*Action item*. Output exactly the lines below, starting with the line that has "pinky dip: (216, 161)" and going on through the line that has "thumb ip: (292, 118)", both included, and no other lines.

════════════════

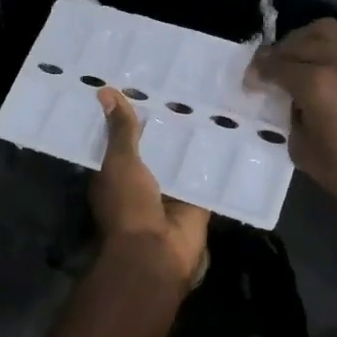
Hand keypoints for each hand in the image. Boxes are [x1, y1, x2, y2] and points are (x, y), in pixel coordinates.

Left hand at [91, 88, 209, 286]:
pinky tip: (231, 132)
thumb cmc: (129, 206)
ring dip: (194, 140)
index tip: (145, 84)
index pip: (124, 139)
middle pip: (157, 147)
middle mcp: (144, 181)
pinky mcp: (197, 201)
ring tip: (211, 101)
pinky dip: (216, 161)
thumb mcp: (120, 162)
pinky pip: (207, 177)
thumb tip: (104, 90)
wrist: (156, 252)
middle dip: (168, 125)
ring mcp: (172, 192)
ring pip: (183, 159)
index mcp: (117, 174)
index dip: (132, 116)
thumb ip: (120, 130)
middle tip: (185, 86)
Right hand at [248, 18, 336, 226]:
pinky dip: (329, 46)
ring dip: (304, 41)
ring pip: (326, 31)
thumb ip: (292, 118)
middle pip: (299, 41)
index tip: (250, 84)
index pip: (276, 64)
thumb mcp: (304, 152)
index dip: (257, 72)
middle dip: (278, 54)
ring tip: (296, 60)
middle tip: (268, 71)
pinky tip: (325, 66)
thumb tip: (294, 103)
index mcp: (317, 83)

════════════════

*Answer*.
pinky dip: (216, 161)
thumb mcp: (120, 162)
pinky pip: (207, 177)
thumb tip: (104, 90)
wrist: (156, 252)
middle dip: (168, 125)
ring mcp: (172, 192)
ring pip: (183, 159)
index mcp: (117, 174)
index dip: (132, 116)
thumb ip: (120, 130)
middle tip: (185, 86)
Right hand at [248, 18, 336, 226]:
pinky dip: (329, 46)
ring dip: (304, 41)
ring pip: (326, 31)
thumb ip: (292, 118)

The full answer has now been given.